Two new books landed on our doorstep the other day: 100 Ways to Create a Great Ad and 100 Ideas that Changed the Web. As their names suggest, they act as introductions as well as excellent reference books for creatives involved in these areas.

As we all know, a great ad – well in print format anyway – is basically the marriage of clever copywriting with strong visuals. Here author, Tim Collins, himself a copywriter with a career in advertising, identifies a hundred approaches as a way of exploring the creative process. We learn about concepts such as ‘reveal’ or ‘mash-up’ – with each of the 100 spreads dedicated to one of these approaches.

100 Ways celebrates advertising as an art form. Collins breaks down the process of creating an ad into three steps: planning, concept creation and crafting so that the book provides a straightforward guide to concept creation.
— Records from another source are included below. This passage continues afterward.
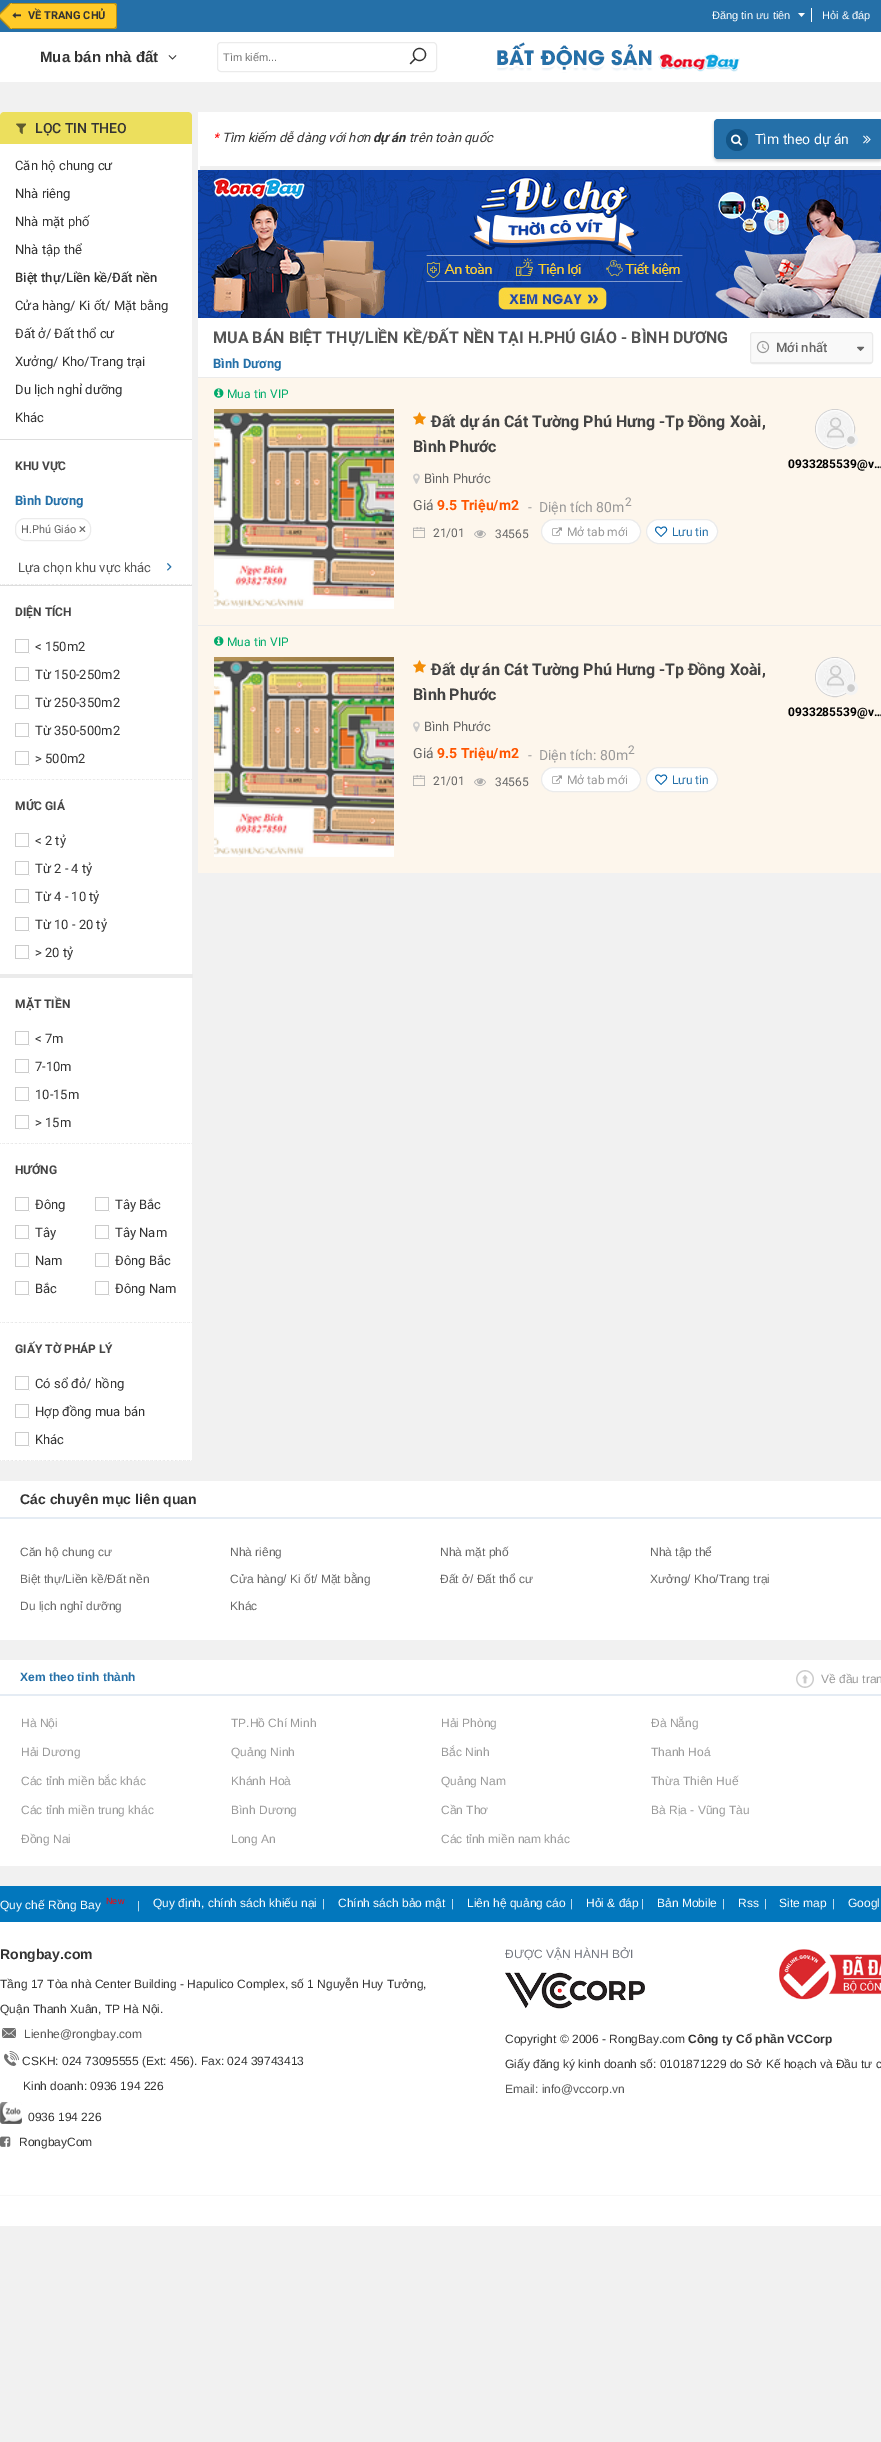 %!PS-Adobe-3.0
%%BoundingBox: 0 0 881 2442
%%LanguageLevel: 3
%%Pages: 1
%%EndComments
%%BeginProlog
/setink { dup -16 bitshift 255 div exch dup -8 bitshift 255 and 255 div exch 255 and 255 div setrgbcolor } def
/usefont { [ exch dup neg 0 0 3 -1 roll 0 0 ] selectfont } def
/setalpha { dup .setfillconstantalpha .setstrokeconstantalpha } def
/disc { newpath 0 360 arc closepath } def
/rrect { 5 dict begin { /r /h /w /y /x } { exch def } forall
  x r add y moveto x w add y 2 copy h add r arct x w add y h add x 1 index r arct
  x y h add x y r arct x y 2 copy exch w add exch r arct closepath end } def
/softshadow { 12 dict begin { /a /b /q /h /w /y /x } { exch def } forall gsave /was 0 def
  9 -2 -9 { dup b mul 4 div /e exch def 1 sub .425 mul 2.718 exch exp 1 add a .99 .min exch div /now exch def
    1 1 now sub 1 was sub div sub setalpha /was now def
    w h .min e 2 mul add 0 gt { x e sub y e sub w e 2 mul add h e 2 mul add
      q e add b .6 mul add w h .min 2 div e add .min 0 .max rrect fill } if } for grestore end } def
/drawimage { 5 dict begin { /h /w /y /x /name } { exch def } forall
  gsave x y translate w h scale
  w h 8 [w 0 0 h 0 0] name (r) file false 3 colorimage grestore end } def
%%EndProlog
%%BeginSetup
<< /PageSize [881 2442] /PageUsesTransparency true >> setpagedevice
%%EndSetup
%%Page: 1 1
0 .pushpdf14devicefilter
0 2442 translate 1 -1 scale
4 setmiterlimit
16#F1F1F1 setink
0 0 881 2442 rectfill
16#2570A8 setink
0 0 881 32 rectfill
16#FFCA28 setink
10 3 moveto 114 3 lineto 115.5 3 117 4.5 117 6 curveto 117 26 lineto 117 27.5 115.5 29 114 29 curveto 10 29 lineto closepath fill
16#BA9012 setink
10 3 moveto 114 3 lineto 116 3 117 4 117 6 curveto 117 26 lineto 117 28 116 29 114 29 curveto 10 29 lineto closepath 10 4 moveto 114 4 lineto 115 4 116 5 116 6 curveto 116 26 lineto 116 27 115 28 114 28 curveto 10 28 lineto closepath eofill
10 3 moveto 10 29 lineto -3 16 lineto closepath fill
16#FFCA28 setink
12 3 moveto 12 29 lineto -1 16 lineto closepath fill
(img1.raw) 12 12 9 7 drawimage
/Roboto-Bold 11 usefont
16#333333 setink
28 19 moveto (VỀ TRANG CHỦ) show
(img2.raw) 798 13 7 4 drawimage
16#FFFFFF setink
811 8 1 14 rectfill
/LiberationSans-Regular 11 usefont
712 19 moveto (Đăng tin ưu tiên) show
822 19 moveto (Hỏi & đáp) show
0 32 881 50 rectfill
/LiberationSans-Bold 15 usefont
16#333333 setink
40 62 moveto (Mua bán nhà đất) show
(img3.raw) 168 55 9 5 drawimage
16#EBEBEB setink
217.5 42.5 219 29 3.5 rrect stroke
/LiberationSans-Regular 11 usefont
16#757575 setink
223 61 moveto (Tìm kiếm...) show
(img4.raw) 409 47 18 18 drawimage
(img5.raw) 497 42 243 31 drawimage
16#ECDF5D setink
4 112 moveto 188 112 lineto 190 112 192 114 192 116 curveto 192 144 lineto 0 144 lineto 0 116 lineto 0 114 2 112 4 112 curveto closepath fill
(img6.raw) 16 123 10 11 drawimage
/Roboto-Medium 14 usefont
16#333333 setink
35 133 moveto (LỌC TIN THEO) show
16#FFFFFF setink
0 144 192 1316 rectfill
/Roboto-Regular 13 usefont
16#333333 setink
[
    [(Căn hộ chung cư) 15 170]
    [(Nhà riêng) 15 198]
    [(Nhà mặt phố) 15 226]
    [(Nhà tập thể) 15 254]
] { aload pop moveto show } forall
/Roboto-Medium 13 usefont
15 282 moveto (Biệt thự/Liền kề/Đất nền) show
/Roboto-Regular 13 usefont
[
    [(Cửa hàng/ Ki ốt/ Mặt bằng) 15 310]
    [(Đất ở/ Đất thổ cư) 15 338]
    [(Xưởng/ Kho/Trang trại) 15 366]
    [(Du lịch nghỉ dưỡng) 15 394]
    [(Khác) 15 422]
] { aload pop moveto show } forall
16#DDDDDD setink
0 439 192 1 rectfill
0 585 192 1 rectfill
(img7.raw) 0 584 192 1 drawimage
/Roboto-Bold 12 usefont
16#444444 setink
15 470 moveto (KHU VỰC) show
/Roboto-Bold 13 usefont
16#2570A8 setink
15 505 moveto (Bình Dương) show
16#EBEBEB setink
15.5 518.5 75 22 9.5 rrect stroke
/Roboto-Regular 11 usefont
16#666666 setink
21 533 moveto (H.Phú Giáo) show
(img8.raw) 79 526 7 6 drawimage
/Roboto-Regular 13 usefont
16#555555 setink
18 572 moveto (Lựa chọn khu vực khác) show
(img9.raw) 167 563 5 8 drawimage
(img7.raw) 0 779 192 1 drawimage
/Roboto-Bold 12 usefont
16#444444 setink
15 616 moveto (DIỆN TÍCH) show
(img10.raw) 15 639 15 15 drawimage
/Roboto-Regular 13 usefont
16#333333 setink
35 651 moveto (< 150m2) show
(img10.raw) 15 667 15 15 drawimage
35 679 moveto (Từ 150-250m2) show
(img10.raw) 15 695 15 15 drawimage
35 707 moveto (Từ 250-350m2) show
(img10.raw) 15 723 15 15 drawimage
35 735 moveto (Từ 350-500m2) show
(img10.raw) 15 751 15 15 drawimage
35 763 moveto (> 500m2) show
16#EBEBEB setink
0 974 193 4 rectfill
/Roboto-Bold 12 usefont
16#444444 setink
15 810 moveto (MỨC GIÁ) show
(img10.raw) 15 833 15 15 drawimage
/Roboto-Regular 13 usefont
16#333333 setink
35 845 moveto (< 2 tỷ) show
(img10.raw) 15 861 15 15 drawimage
35 873 moveto (Từ 2 - 4 tỷ) show
(img10.raw) 15 889 15 15 drawimage
35 901 moveto (Từ 4 - 10 tỷ) show
(img10.raw) 15 917 15 15 drawimage
35 929 moveto (Từ 10 - 20 tỷ) show
(img10.raw) 15 945 15 15 drawimage
35 957 moveto (> 20 tỷ) show
(img7.raw) 0 1143 192 1 drawimage
/Roboto-Bold 12 usefont
16#444444 setink
15 1008 moveto (MẶT TIỀN) show
(img10.raw) 15 1031 15 15 drawimage
/Roboto-Regular 13 usefont
16#333333 setink
35 1043 moveto (< 7m) show
(img10.raw) 15 1059 15 15 drawimage
35 1071 moveto (7-10m) show
(img10.raw) 15 1087 15 15 drawimage
35 1099 moveto (10-15m) show
(img10.raw) 15 1115 15 15 drawimage
35 1127 moveto (> 15m) show
(img7.raw) 0 1322 192 1 drawimage
/Roboto-Bold 12 usefont
16#444444 setink
15 1174 moveto (HƯỚNG) show
(img10.raw) 15 1197 15 15 drawimage
/Roboto-Regular 13 usefont
16#333333 setink
35 1209 moveto (Đông) show
(img10.raw) 95 1197 15 15 drawimage
115 1209 moveto (Tây Bắc) show
(img10.raw) 15 1225 15 15 drawimage
35 1237 moveto (Tây) show
(img10.raw) 95 1225 15 15 drawimage
115 1237 moveto (Tây Nam) show
(img10.raw) 15 1253 15 15 drawimage
35 1265 moveto (Nam) show
(img10.raw) 95 1253 15 15 drawimage
115 1265 moveto (Đông Bắc) show
(img10.raw) 15 1281 15 15 drawimage
35 1293 moveto (Bắc) show
(img10.raw) 95 1281 15 15 drawimage
115 1293 moveto (Đông Nam) show
(img7.raw) 0 1460 192 1 drawimage
/Roboto-Bold 12 usefont
16#444444 setink
15 1353 moveto (GIẤY TỜ PHÁP LÝ) show
(img10.raw) 15 1376 15 15 drawimage
/Roboto-Regular 13 usefont
16#333333 setink
35 1388 moveto (Có sổ đỏ/ hồng) show
(img10.raw) 15 1404 15 15 drawimage
35 1416 moveto (Hợp đồng mua bán) show
(img10.raw) 15 1432 15 15 drawimage
35 1444 moveto (Khác) show
16#FFFFFF setink
198 112 683 58 rectfill
16#F0F0F0 setink
200 166 681 4 rectfill
/Roboto-Italic 13 usefont
16#FF0000 setink
213 142 moveto (*) show
16#333333 setink
222 142 moveto (Tìm kiếm dễ dàng với hơn) show
/Roboto-BoldItalic 13 usefont
373 142 moveto (dự án) show
/Roboto-Italic 13 usefont
409 142 moveto (trên toàn quốc) show
16#000000 setink
714 121 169 40 4 1.5 0.2 softshadow
16#2570A9 setink
714 119 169 40 4 rrect fill
16#135587 setink
737 140 11 disc fill
(img11.raw) 731 134 12 12 drawimage
/Roboto-Regular 14 usefont
16#FFFFFF setink
755 144 moveto (Tìm theo dự án) show
(img12.raw) 863 135 8 9 drawimage
(img13.raw) 198 170 683 148 drawimage
198 318 683 59 rectfill
/Roboto-Bold 16 usefont
16#555555 setink
213 343 moveto (MUA BÁN BIỆT THỰ/LIỀN KỀ/ĐẤT NỀN TẠI H.PHÚ GIÁO - BÌNH DƯƠNG) show
16#F9F9F9 setink
750.5 332.5 122 31 2.5 rrect gsave fill grestore
16#EAEAEA setink
stroke
gsave
751 333 121 30 2 rrect clip newpath
751 362 121 1 rectfill
grestore
(img14.raw) 756 340 14 14 drawimage
/Roboto-Medium 13 usefont
16#666666 setink
776 352 moveto (Mới nhất) show
(img15.raw) 857 346 8 5 drawimage
/Roboto-Bold 13 usefont
16#2570A8 setink
213 368 moveto (Bình Dương) show
16#FDF6EC setink
198 378 683 247 rectfill
16#EBEBEB setink
198 377 683 1 rectfill
(img16.raw) 214 388 10 10 drawimage
/Roboto-Regular 12 usefont
16#00AB6B setink
227 398 moveto (Mua tin VIP) show
(img17.raw) 214 409 180 200 drawimage
(img18.raw) 413 412 13 13 drawimage
/Roboto-Bold 16 usefont
16#444444 setink
431 427 moveto (Đất dự án Cát Tường Phú Hưng -Tp Đồng Xoài,) show
413 452 moveto (Bình Phước) show
(img19.raw) 413 473 7 11 drawimage
/Roboto-Regular 13 usefont
16#666666 setink
424 483 moveto (Bình Phước) show
/Roboto-Regular 14 usefont
413 510 moveto (Giá) show
/Roboto-Bold 14 usefont
16#FF5500 setink
437 510 moveto (9.5 Triệu/m2) show
/Roboto-Regular 14 usefont
16#999999 setink
528 512 moveto (-  Diện tích 80m) show
/Roboto-Regular 12 usefont
625 506 moveto (2) show
(img20.raw) 413 527 12 11 drawimage
16#666666 setink
433 537 moveto (21/01) show
(img21.raw) 474 530 12 8 drawimage
495 538 moveto (34565) show
16#FFFFFF setink
541.5 519.5 99 24 12 rrect gsave fill grestore
16#EBEBEB setink
stroke
(img22.raw) 552 527 10 9 drawimage
16#999999 setink
567 536 moveto (Mở tab mới) show
16#FFFFFF setink
646.5 519.5 71 24 12 rrect gsave fill grestore
16#EBEBEB setink
stroke
(img23.raw) 655 526 13 11 drawimage
16#2570A8 setink
672 536 moveto (Lưu tin) show
16#F4F4F4 setink
835 429 19.5 disc gsave fill grestore
16#D2D1D1 setink
stroke
(img24.raw) 816 410 38 38 drawimage
16#CCCCCC setink
851 440 5.5 disc gsave fill grestore
16#F4F4F4 setink
3 setlinewidth
stroke
/Roboto-Bold 12 usefont
16#000000 setink
788 468 moveto (0933285539@v…) show
16#FDF6EC setink
198 626 683 247 rectfill
16#EBEBEB setink
198 625 683 1 rectfill
(img16.raw) 214 636 10 10 drawimage
/Roboto-Regular 12 usefont
16#00AB6B setink
227 646 moveto (Mua tin VIP) show
(img25.raw) 214 657 180 200 drawimage
(img18.raw) 413 660 13 13 drawimage
/Roboto-Bold 16 usefont
16#444444 setink
431 675 moveto (Đất dự án Cát Tường Phú Hưng -Tp Đồng Xoài,) show
413 700 moveto (Bình Phước) show
(img19.raw) 413 721 7 11 drawimage
/Roboto-Regular 13 usefont
16#666666 setink
424 731 moveto (Bình Phước) show
/Roboto-Regular 14 usefont
413 758 moveto (Giá) show
/Roboto-Bold 14 usefont
16#FF5500 setink
437 758 moveto (9.5 Triệu/m2) show
/Roboto-Regular 14 usefont
16#999999 setink
528 760 moveto (-  Diện tích: 80m) show
/Roboto-Regular 12 usefont
628 754 moveto (2) show
(img20.raw) 413 775 12 11 drawimage
16#666666 setink
433 785 moveto (21/01) show
(img21.raw) 474 778 12 8 drawimage
495 786 moveto (34565) show
16#FFFFFF setink
541.5 767.5 99 24 12 rrect gsave fill grestore
16#EBEBEB setink
1 setlinewidth
stroke
(img22.raw) 552 775 10 9 drawimage
16#999999 setink
567 784 moveto (Mở tab mới) show
16#FFFFFF setink
646.5 767.5 71 24 12 rrect gsave fill grestore
16#EBEBEB setink
stroke
(img23.raw) 655 774 13 11 drawimage
16#2570A8 setink
672 784 moveto (Lưu tin) show
16#F4F4F4 setink
835 677 19.5 disc gsave fill grestore
16#D2D1D1 setink
stroke
(img24.raw) 816 658 38 38 drawimage
16#CCCCCC setink
851 688 5.5 disc gsave fill grestore
16#F4F4F4 setink
3 setlinewidth
stroke
/Roboto-Bold 12 usefont
16#000000 setink
788 716 moveto (0933285539@v…) show
16#FFFFFF setink
0 1481 881 159 rectfill
16#E5ECF4 setink
0 1517 881 2 rectfill
/LiberationSans-Bold 14 usefont
16#333333 setink
20 1504 moveto (Các chuyên mục liên quan) show
/LiberationSans-Regular 12 usefont
16#666666 setink
[
    [(Căn hộ chung cư) 20 1556]
    [(Nhà riêng) 230 1556]
    [(Nhà mặt phố) 440 1556]
    [(Nhà tập thể) 650 1556]
    [(Biệt thự/Liền kề/Đất nền) 20 1583]
    [(Cửa hàng/ Ki ốt/ Mặt bằng) 230 1583]
    [(Đất ở/ Đất thổ cư) 440 1583]
    [(Xưởng/ Kho/Trang trại) 650 1583]
    [(Du lịch nghỉ dưỡng) 20 1610]
    [(Khác) 230 1610]
] { aload pop moveto show } forall
16#FFFFFF setink
0 1660 881 206 rectfill
16#E5ECF4 setink
0 1694 881 2 rectfill
/LiberationSans-Bold 12 usefont
16#2570A8 setink
20 1681 moveto (Xem theo tỉnh thành) show
(img26.raw) 796 1670 18 18 drawimage
/LiberationSans-Regular 12 usefont
16#999999 setink
[
    [(Về đầu tran) 821 1683]
    [(Hà Nội) 21 1727]
    [(TP.Hồ Chí Minh) 231 1727]
    [(Hải Phòng) 441 1727]
    [(Đà Nẵng) 651 1727]
    [(Hải Dương) 21 1756]
    [(Quảng Ninh) 231 1756]
    [(Bắc Ninh) 441 1756]
    [(Thanh Hoá) 651 1756]
    [(Các tỉnh miền bắc khác) 21 1785]
    [(Khánh Hoà) 231 1785]
    [(Quảng Nam) 441 1785]
    [(Thừa Thiên Huế) 651 1785]
    [(Các tỉnh miền trung khác) 21 1814]
    [(Bình Dương) 231 1814]
    [(Cần Thơ) 441 1814]
    [(Bà Rịa - Vũng Tàu) 651 1814]
    [(Đồng Nai) 21 1843]
    [(Long An) 231 1843]
    [(Các tỉnh miền nam khác) 441 1843]
] { aload pop moveto show } forall
16#0277BD setink
0 1886 881 36 rectfill
16#FFFFFF setink
0 1909 moveto (Quy chế Rồng Bay) show
/LiberationSans-Regular 9 usefont
16#FF0000 setink
106 1904 moveto (New) show
/LiberationSans-Regular 11 usefont
16#FFFFFF setink
137 1909 moveto (|) show
/LiberationSans-Regular 12 usefont
153 1907 moveto (Quy định, chính sách khiếu nại) show
/LiberationSans-Regular 11 usefont
322 1907 moveto (|) show
/LiberationSans-Regular 12 usefont
338 1907 moveto (Chính sách bảo mật) show
/LiberationSans-Regular 11 usefont
451 1907 moveto (|) show
/LiberationSans-Regular 12 usefont
467 1907 moveto (Liên hệ quảng cáo) show
/LiberationSans-Regular 11 usefont
570 1907 moveto (|) show
/LiberationSans-Regular 12 usefont
586 1907 moveto (Hỏi & đáp) show
/LiberationSans-Regular 11 usefont
641 1907 moveto (|) show
/LiberationSans-Regular 12 usefont
657 1907 moveto (Bản Mobile) show
/LiberationSans-Regular 11 usefont
722 1907 moveto (|) show
/LiberationSans-Regular 12 usefont
738 1907 moveto (Rss) show
/LiberationSans-Regular 11 usefont
764 1907 moveto (|) show
/LiberationSans-Regular 12 usefont
779 1907 moveto (Site map) show
/LiberationSans-Regular 11 usefont
832 1907 moveto (|) show
/LiberationSans-Regular 12 usefont
848 1907 moveto (Googl) show
0 1922 881 273 rectfill
/LiberationSans-Bold 14 usefont
16#333333 setink
0 1959 moveto (Rongbay.com) show
/LiberationSans-Regular 12 usefont
0 1988 moveto (Tầng 17 Tòa nhà Center Building - Hapulico Complex, số 1 Nguyễn Huy Tưởng,) show
0 2013 moveto (Quận Thanh Xuân, TP Hà Nội.) show
(img27.raw) 2 2028 14 10 drawimage
16#555555 setink
24 2038 moveto (Lienhe@rongbay.com) show
(img28.raw) 4 2051 15 15 drawimage
16#333333 setink
22 2065 moveto (CSKH: 024 73095555 \(Ext: 456\). Fax: 024 39743413) show
23 2090 moveto (Kinh doanh: 0936 194 226) show
(img29.raw) 0 2102 22 22 drawimage
28 2121 moveto (0936 194 226) show
(img30.raw) 0 2136 11 11 drawimage
19 2146 moveto (RongbayCom) show
16#71757D setink
505 1958 moveto (ĐƯỢC VẬN HÀNH BỞI) show
(img31.raw) 505 1972 140 37 drawimage
(img32.raw) 779 1949 102 51 drawimage
16#333333 setink
505 2043 moveto (Copyright © 2006 - RongBay.com) show
/LiberationSans-Bold 12 usefont
688 2043 moveto (Công ty Cổ phần VCCorp) show
/LiberationSans-Regular 12 usefont
505 2068 moveto (Giấy đăng ký kinh doanh số: 0101871229 do Sở Kế hoạch và Đầu tư c) show
16#555555 setink
505 2093 moveto (Email: info@vccorp.vn) show
16#FFFFFF setink
0 2196 881 30 rectfill
16#F7F7F7 setink
0 2195 881 1 rectfill
.poppdf14devicefilter showpage
%%EOF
In 100 Ideas that Changed the Web, author Jim Boulton, looks at the history of the web from its early roots in the research projects of the US government, to the interactive online world of today.

We learn of the web’s key technologies, such as hypertext and mark-up language, of the social ideas that underlie its networks, such as open source and creative commons, and key moments in its development, mainly broadband and the dotcom crash. The author also touches on social networking and the latest developments such as the cloud and the semantic web.

Boulton is the curator of Digital Archaeology, an event that celebrates the golden age of the website. What he’s created here is an interesting piece of design history that maps out the relatively short, yet profound history of something that has entirely transformed our lives.

100 Ways to Create a Great Ad and 100 Ideas that Changed the Web are published by Laurence King.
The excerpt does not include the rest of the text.